Michael Henderson: No, you shouldn’t expect much of a change in terms of wells to sales. It’s really just a phasing within the year, Matt, is how I describe it.
Lee Tillman: Yes. I think just on your specific question, I think Mike you had on a little bit of this in his opening comments. But on the D and the C side, we’ve definitely seen improvements in rate of penetration. Certainly, Eagle Ford was a bit of a standout there on the drilling side. I mean we continue to find ways to drive execution and efficiency there. And even on the frac side as well, I think we’re continuing to see in terms of stages per day and hours — pump hours see improvements there.
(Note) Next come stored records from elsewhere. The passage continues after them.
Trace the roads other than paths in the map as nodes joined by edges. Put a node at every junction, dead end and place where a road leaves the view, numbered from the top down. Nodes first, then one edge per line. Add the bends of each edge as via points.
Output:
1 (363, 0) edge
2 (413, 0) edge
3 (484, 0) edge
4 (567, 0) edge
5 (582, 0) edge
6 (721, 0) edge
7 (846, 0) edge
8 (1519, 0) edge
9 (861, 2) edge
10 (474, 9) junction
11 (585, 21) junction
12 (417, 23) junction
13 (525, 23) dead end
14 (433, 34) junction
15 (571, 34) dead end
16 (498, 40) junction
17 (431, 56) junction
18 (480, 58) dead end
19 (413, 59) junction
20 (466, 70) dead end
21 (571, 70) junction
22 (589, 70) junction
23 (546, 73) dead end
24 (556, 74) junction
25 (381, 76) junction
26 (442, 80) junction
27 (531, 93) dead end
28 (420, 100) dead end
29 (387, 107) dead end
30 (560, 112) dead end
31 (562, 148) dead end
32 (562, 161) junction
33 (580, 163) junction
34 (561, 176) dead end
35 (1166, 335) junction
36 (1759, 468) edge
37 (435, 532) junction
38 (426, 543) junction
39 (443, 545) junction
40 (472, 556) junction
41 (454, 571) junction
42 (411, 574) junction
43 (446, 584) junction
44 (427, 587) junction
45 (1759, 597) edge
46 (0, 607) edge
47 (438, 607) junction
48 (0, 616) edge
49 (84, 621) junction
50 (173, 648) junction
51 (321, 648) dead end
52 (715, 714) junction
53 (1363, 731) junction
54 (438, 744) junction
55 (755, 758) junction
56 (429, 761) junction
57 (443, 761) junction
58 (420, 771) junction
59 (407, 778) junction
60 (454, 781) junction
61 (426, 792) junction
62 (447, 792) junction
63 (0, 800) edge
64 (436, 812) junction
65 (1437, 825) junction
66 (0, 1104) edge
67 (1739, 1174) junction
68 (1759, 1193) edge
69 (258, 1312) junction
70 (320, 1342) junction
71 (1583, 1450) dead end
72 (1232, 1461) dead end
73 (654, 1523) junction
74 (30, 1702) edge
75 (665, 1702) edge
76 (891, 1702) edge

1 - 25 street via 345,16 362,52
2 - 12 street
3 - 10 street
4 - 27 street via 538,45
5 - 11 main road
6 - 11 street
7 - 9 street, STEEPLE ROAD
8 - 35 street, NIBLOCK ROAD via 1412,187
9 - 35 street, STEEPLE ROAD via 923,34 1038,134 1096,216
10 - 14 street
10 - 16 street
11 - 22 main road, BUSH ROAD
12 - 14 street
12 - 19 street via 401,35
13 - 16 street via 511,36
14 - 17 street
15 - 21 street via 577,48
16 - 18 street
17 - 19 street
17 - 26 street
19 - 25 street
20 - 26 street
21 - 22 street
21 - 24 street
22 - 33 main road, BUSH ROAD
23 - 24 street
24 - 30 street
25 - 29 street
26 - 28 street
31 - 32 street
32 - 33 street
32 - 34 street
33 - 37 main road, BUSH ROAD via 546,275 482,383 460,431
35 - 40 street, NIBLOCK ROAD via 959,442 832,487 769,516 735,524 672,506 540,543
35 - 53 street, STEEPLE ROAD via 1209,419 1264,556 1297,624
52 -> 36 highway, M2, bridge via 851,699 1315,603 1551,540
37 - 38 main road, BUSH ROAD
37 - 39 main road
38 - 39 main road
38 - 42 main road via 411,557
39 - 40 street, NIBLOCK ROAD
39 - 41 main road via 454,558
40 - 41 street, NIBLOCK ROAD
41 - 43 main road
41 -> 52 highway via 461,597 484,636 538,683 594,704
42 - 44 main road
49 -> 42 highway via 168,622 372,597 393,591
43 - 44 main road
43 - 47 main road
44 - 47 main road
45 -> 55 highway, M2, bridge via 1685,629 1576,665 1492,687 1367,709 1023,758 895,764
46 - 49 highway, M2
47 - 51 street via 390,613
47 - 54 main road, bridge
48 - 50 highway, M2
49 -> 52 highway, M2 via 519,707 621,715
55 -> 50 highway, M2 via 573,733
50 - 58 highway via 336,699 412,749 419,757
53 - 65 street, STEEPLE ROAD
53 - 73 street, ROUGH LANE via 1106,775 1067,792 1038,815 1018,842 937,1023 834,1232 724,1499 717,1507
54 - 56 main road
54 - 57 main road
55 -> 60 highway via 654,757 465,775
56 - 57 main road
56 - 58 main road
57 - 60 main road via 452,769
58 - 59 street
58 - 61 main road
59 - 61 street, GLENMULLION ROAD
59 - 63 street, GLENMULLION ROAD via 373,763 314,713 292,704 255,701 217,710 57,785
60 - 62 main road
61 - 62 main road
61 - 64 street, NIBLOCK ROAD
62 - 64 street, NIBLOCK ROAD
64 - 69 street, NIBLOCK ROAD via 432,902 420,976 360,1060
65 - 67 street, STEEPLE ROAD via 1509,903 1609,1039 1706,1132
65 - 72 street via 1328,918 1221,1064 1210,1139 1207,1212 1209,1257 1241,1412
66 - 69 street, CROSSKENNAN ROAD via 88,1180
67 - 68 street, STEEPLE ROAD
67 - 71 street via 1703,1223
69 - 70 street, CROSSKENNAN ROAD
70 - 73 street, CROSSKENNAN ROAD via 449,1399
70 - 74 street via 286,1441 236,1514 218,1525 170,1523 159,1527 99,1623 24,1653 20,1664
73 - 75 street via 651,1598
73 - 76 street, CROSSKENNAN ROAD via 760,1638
And I don’t know, Mike, do you want to quantify that.
Michael Henderson: Yes. I think we touched on the Eagle Ford and the Bakken. I think Bakken despite the winter weather challenges that we had in the first quarter, we held on a lot of the efficiencies that we secured the second half of last year. That obviously bodes really well for future quarters. Interestingly, in Permian, that first quarter 3-mile Wolfcamp program, when we look at peer data, it looks like we drilled those wells 40% faster than the peer average. We’re also just completing of the drilling of the Texas, Delaware multi-well pad looking at some of the numbers there, our ROP 25% faster than the last time. We were drilling wells there. Yes, I think there’s a lot going into that. We certainly took advantage of the improved market situation towards the Bakken last year for a coordinated sense.
We’ve high graded in certain areas of the business. I think you’re seeing the benefits of that in the performance. A lot of effort is going into the preplanning side of things. We actually brought on a couple of new rigs as you go for it at the beginning of the year, and we have not missed a beat there. They very quickly got up to the expected pace. And then just continuing to work with the longer-term program contracts implementing a lot of changes with them we’re drilling these extended laterals. What we’re finding, we’re drilling a lot more of these laterals with a single trip, and that includes some of the 3 miles that we’ve recently drilled and a little bit of a balancing act, but we’ve had some success there just in terms of trying to get a little bit more probabilistic in terms of how we should manage the directional plan.
So a lot going on in the execution space, but great to be off to such a solid start at the beginning of the year, and I think it bodes well for the rest of the year.
Lee Tillman: And I think at the end of the day, it provides us very high confidence in delivery of our full year guidance is more of a timing question, as Mike said, is pulling forward a little bit of activity, and that just enhances our confidence in overall delivery on both our financial and operating commitments this year.
Operator: This concludes our question-and-answer session. I would like to turn the conference back over to Lee Tillman for closing remarks.
Lee Tillman: Thank you for your interest in Marathon Oil, and I’d like to close by again recognizing all our dedicated employees and contractors for their commitment safely and responsibly deliver the energy the world needs now more than ever. And let me end also by just thanking Dane once again for his commitment as well to Marathon Oil. So thank you, and that concludes our call.
Operator: The conference has now concluded. Thank you for attending today’s presentation. You may now disconnect.